As the answer, give a copy of each line below that includes the word "roads".

─── Information

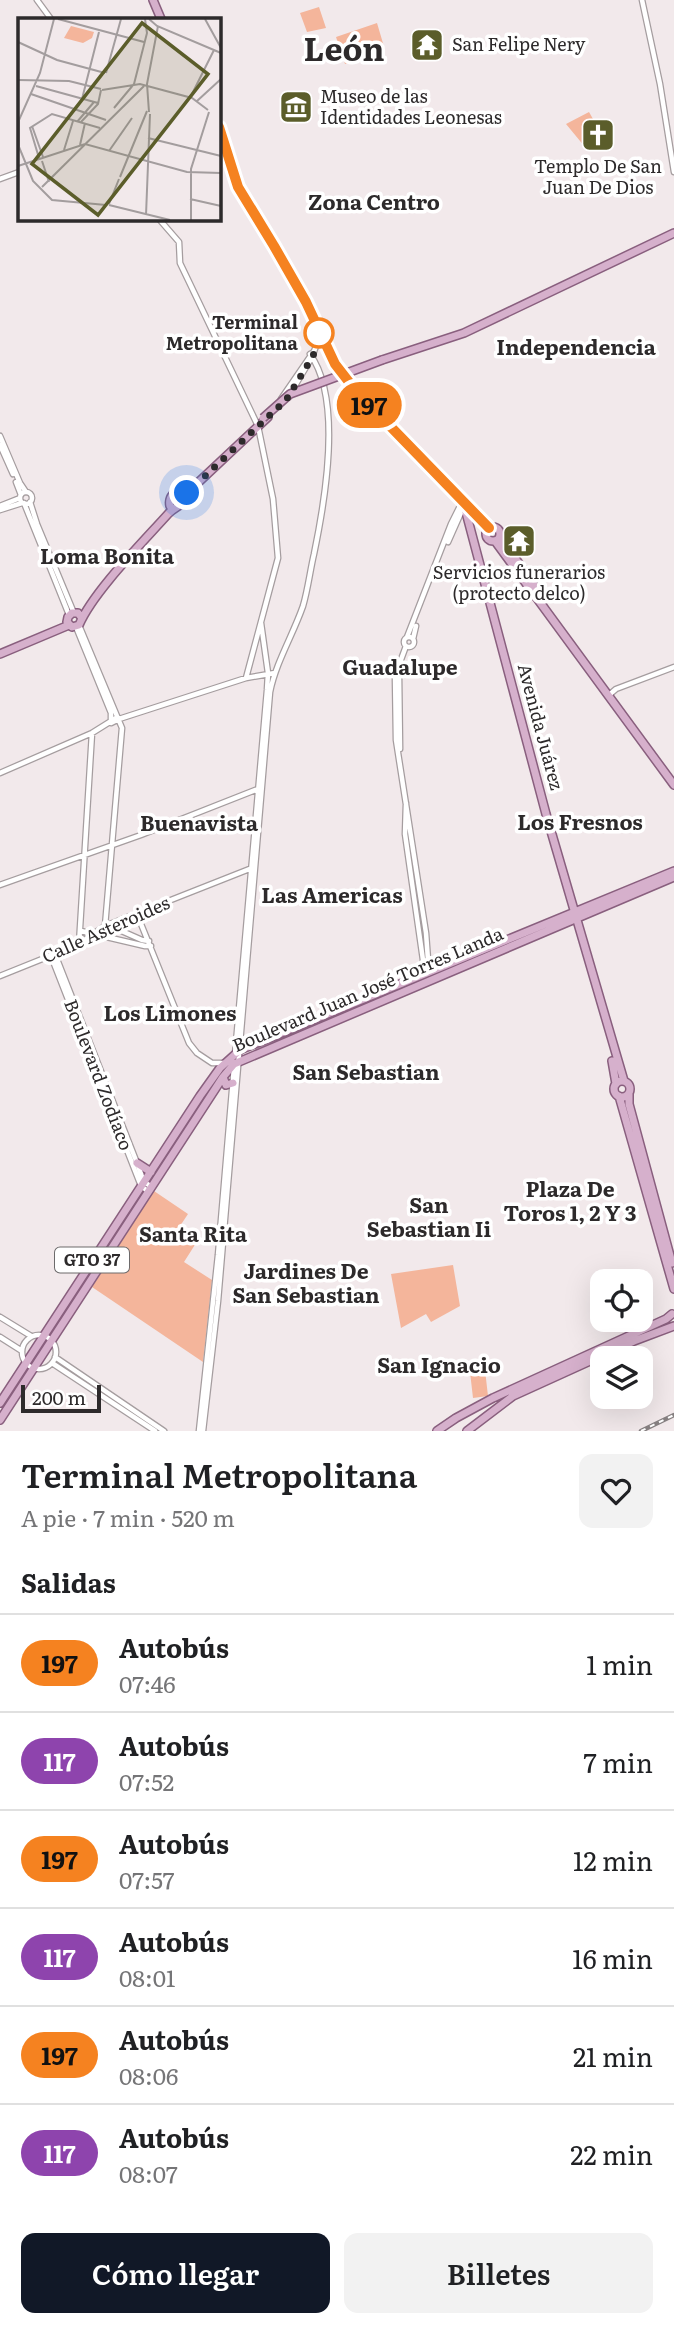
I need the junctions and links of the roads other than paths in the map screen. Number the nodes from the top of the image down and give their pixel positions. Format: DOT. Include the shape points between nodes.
graph roads {
  1 [pos="37,0"];
  2 [pos="151,0"];
  3 [pos="642,0"];
  4 [pos="50,18"];
  5 [pos="159,18"];
  6 [pos="220,130"];
  7 [pos="220,142"];
  8 [pos="18,172"];
  9 [pos="674,172"];
  10 [pos="0,179"];
  11 [pos="160,220"];
  12 [pos="674,223"];
  13 [pos="674,235"];
  14 [pos="320,337"];
  15 [pos="312,354"];
  16 [pos="382,362"];
  17 [pos="288,399"];
  18 [pos="259,422"];
  19 [pos="0,436"];
  20 [pos="0,445"];
  21 [pos="186,492"];
  22 [pos="24,499"];
  23 [pos="463,505"];
  24 [pos="172,507"];
  25 [pos="0,508"];
  26 [pos="487,532"];
  27 [pos="497,539"];
  28 [pos="472,542"];
  29 [pos="74,620"];
  30 [pos="261,623"];
  31 [pos="0,648"];
  32 [pos="0,654"];
  33 [pos="674,667"];
  34 [pos="268,673"];
  35 [pos="275,673"];
  36 [pos="246,678"];
  37 [pos="610,693"];
  38 [pos="119,719"];
  39 [pos="111,723"];
  40 [pos="93,733"];
  41 [pos="0,773"];
  42 [pos="674,777"];
  43 [pos="674,785"];
  44 [pos="258,789"];
  45 [pos="112,844"];
  46 [pos="85,854"];
  47 [pos="252,869"];
  48 [pos="674,871"];
  49 [pos="674,877"];
  50 [pos="0,885"];
  51 [pos="137,914"];
  52 [pos="574,916"];
  53 [pos="107,926"];
  54 [pos="81,931"];
  55 [pos="93,933"];
  56 [pos="150,943"];
  57 [pos="79,944"];
  58 [pos="480,949"];
  59 [pos="53,955"];
  60 [pos="451,965"];
  61 [pos="0,976"];
  62 [pos="428,977"];
  63 [pos="299,1031"];
  64 [pos="239,1053"];
  65 [pos="212,1063"];
  66 [pos="225,1063"];
  67 [pos="214,1076"];
  68 [pos="223,1077"];
  69 [pos="233,1083"];
  70 [pos="620,1083"];
  71 [pos="629,1094"];
  72 [pos="619,1096"];
  73 [pos="136,1163"];
  74 [pos="151,1172"];
  75 [pos="143,1184"];
  76 [pos="150,1189"];
  77 [pos="674,1270"];
  78 [pos="674,1289"];
  79 [pos="673,1311"];
  80 [pos="0,1317"];
  81 [pos="674,1325"];
  82 [pos="44,1335"];
  83 [pos="32,1336"];
  84 [pos="0,1337"];
  85 [pos="52,1340"];
  86 [pos="613,1346"];
  87 [pos="619,1346"];
  88 [pos="22,1352"];
  89 [pos="590,1357"];
  90 [pos="590,1358"];
  91 [pos="54,1360"];
  92 [pos="30,1365"];
  93 [pos="0,1403"];
  94 [pos="477,1407"];
  95 [pos="0,1420"];
  96 [pos="478,1423"];
  97 [pos="155,1431"];
  98 [pos="164,1431"];
  99 [pos="201,1431"];
  100 [pos="437,1431"];
  101 [pos="467,1431"];
  1 -- 4 [label="street"];
  2 -- 5 [label="main road"];
  3 -- 9 [label="street"];
  6 -- 14 [label="main road" via="238,187 294,281"];
  7 -- 14 [label="main road" via="235,191"];
  8 -- 10 [label="street"];
  11 -- 18 [label="street" via="179,242 180,263"];
  12 -- 13 [label="street"];
  13 -- 16 [label="main road" via="466,338"];
  14 -- 15 [label="street"];
  14 -- 23 [label="main road" via="341,373"];
  14 -- 23 [label="main road" via="346,383"];
  15 -- 17 [label="street"];
  15 -- 18 [label="street"];
  15 -- 35 [label="street" via="325,394 326,489 305,597"];
  16 -- 17 [label="main road, bridge"];
  16 -- 18 [label="main road, bridge" via="290,394"];
  17 -- 18 [label="main road"];
  18 -- 21 [label="main road"];
  18 -- 30 [label="street" via="278,558"];
  19 -- 22 [label="street"];
  20 -- 22 [label="street"];
  21 -- 24 [label="main road" via="184,502"];
  21 -- 24 [label="main road" via="173,494"];
  22 -- 25 [label="street"];
  22 -- 29 [label="street"];
  23 -- 26 [label="main road"];
  23 -- 28 [label="main road, Avenida Juárez"];
  23 -- 52 [label="main road, Avenida Juárez"];
  23 -- 62 [label="street" via="410,638 404,641 408,647 395,676 396,738"];
  24 -- 29 [label="main road"];
  26 -- 27 [label="main road"];
  26 -- 27 [label="main road" via="497,528"];
  26 -- 28 [label="main road"];
  27 -- 37 [label="main road"];
  28 -- 52 [label="main road, Avenida Juárez"];
  29 -- 31 [label="main road"];
  29 -- 32 [label="main road"];
  29 -- 38 [label="street"];
  29 -- 39 [label="street"];
  30 -- 34 [label="street"];
  30 -- 36 [label="street"];
  33 -- 37 [label="street"];
  34 -- 35 [label="street"];
  34 -- 36 [label="street"];
  34 -- 44 [label="street"];
  35 -- 64 [label="street"];
  36 -- 38 [label="street"];
  37 -- 42 [label="main road"];
  37 -- 43 [label="main road"];
  38 -- 39 [label="street"];
  38 -- 45 [label="street" via="122,731"];
  39 -- 40 [label="street"];
  40 -- 41 [label="street"];
  40 -- 46 [label="street"];
  44 -- 45 [label="street"];
  44 -- 47 [label="street"];
  45 -- 46 [label="street"];
  45 -- 53 [label="street"];
  46 -- 50 [label="street"];
  46 -- 54 [label="street"];
  47 -- 51 [label="street, Calle Asteroides"];
  47 -- 64 [label="street"];
  48 -- 52 [label="main road, Boulevard Juan José Torres Landa / GTO 37"];
  49 -- 52 [label="main road, Boulevard Juan José Torres Landa / GTO 37"];
  51 -- 53 [label="street, Calle Asteroides"];
  51 -- 56 [label="street"];
  52 -- 58 [label="main road, Boulevard Juan José Torres Landa / GTO 37"];
  52 -- 62 [label="main road, Boulevard Juan José Torres Landa / GTO 37"];
  52 -- 70 [label="main road, Avenida Juárez"];
  53 -- 55 [label="street, Calle Asteroides"];
  53 -- 56 [label="street"];
  54 -- 55 [label="street"];
  54 -- 57 [label="street"];
  55 -- 56 [label="street" via="145,946"];
  55 -- 57 [label="street, Calle Asteroides"];
  56 -- 65 [label="street" via="191,1046"];
  57 -- 59 [label="street, Calle Asteroides"];
  58 -- 60 [label="main road"];
  58 -- 62 [label="main road, Boulevard Juan José Torres Landa / GTO 37"];
  59 -- 61 [label="street, Calle Asteroides"];
  59 -- 73 [label="street, Boulevard Zodíaco"];
  59 -- 75 [label="street, Boulevard Zodíaco"];
  62 -- 63 [label="main road, Boulevard Juan José Torres Landa / GTO 37"];
  63 -- 64 [label="main road, Boulevard Juan José Torres Landa / GTO 37"];
  63 -- 64 [label="main road, Boulevard Juan José Torres Landa / GTO 37"];
  64 -- 66 [label="main road, Boulevard Juan José Torres Landa / GTO 37"];
  64 -- 68 [label="main road, Boulevard Juan José Torres Landa / GTO 37"];
  64 -- 69 [label="street"];
  64 -- 99 [label="street" via="218,1301"];
  65 -- 66 [label="street"];
  65 -- 67 [label="street"];
  66 -- 67 [label="main road, Boulevard Juan José Torres Landa / GTO 37"];
  67 -- 74 [label="main road, Boulevard Juan José Torres Landa / GTO 37"];
  68 -- 69 [label="main road" via="226,1085"];
  68 -- 76 [label="main road, Boulevard Juan José Torres Landa / GTO 37"];
  69 -- 99 [label="street"];
  70 -- 71 [label="main road" via="630,1086"];
  70 -- 72 [label="main road" via="615,1091"];
  71 -- 72 [label="main road"];
  71 -- 77 [label="main road"];
  72 -- 78 [label="main road"];
  73 -- 74 [label="main road"];
  73 -- 75 [label="street, Boulevard Zodíaco"];
  74 -- 75 [label="main road, Boulevard Juan José Torres Landa / GTO 37"];
  75 -- 76 [label="street"];
  75 -- 82 [label="main road, Boulevard Juan José Torres Landa / GTO 37"];
  76 -- 85 [label="main road, Boulevard Juan José Torres Landa / GTO 37"];
  79 -- 81 [label="main road"];
  79 -- 86 [label="main road"];
  80 -- 83 [label="street"];
  81 -- 87 [label="main road"];
  82 -- 83 [label="street"];
  82 -- 85 [label="street"];
  82 -- 92 [label="main road, Boulevard Juan José Torres Landa / GTO 37"];
  83 -- 88 [label="street"];
  84 -- 88 [label="street"];
  85 -- 91 [label="street"];
  85 -- 92 [label="main road, Boulevard Juan José Torres Landa / GTO 37"];
  88 -- 92 [label="street"];
  89 -- 94 [label="main road"];
  90 -- 96 [label="main road" via="513,1396"];
  91 -- 92 [label="street" via="46,1367"];
  91 -- 97 [label="street"];
  91 -- 98 [label="street"];
  92 -- 93 [label="main road, Boulevard Juan José Torres Landa / GTO 37"];
  92 -- 95 [label="main road, Boulevard Juan José Torres Landa / GTO 37"];
  94 -- 96 [label="main road" via="485,1413"];
  94 -- 100 [label="main road"];
  96 -- 101 [label="main road"];
}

──────

▸ Task solution
I need the junctions and links of the roads other than paths in the map screen. Number the nodes from the top of the image down and give their pixel positions. Format: DOT. Include the shape points between nodes.
graph roads {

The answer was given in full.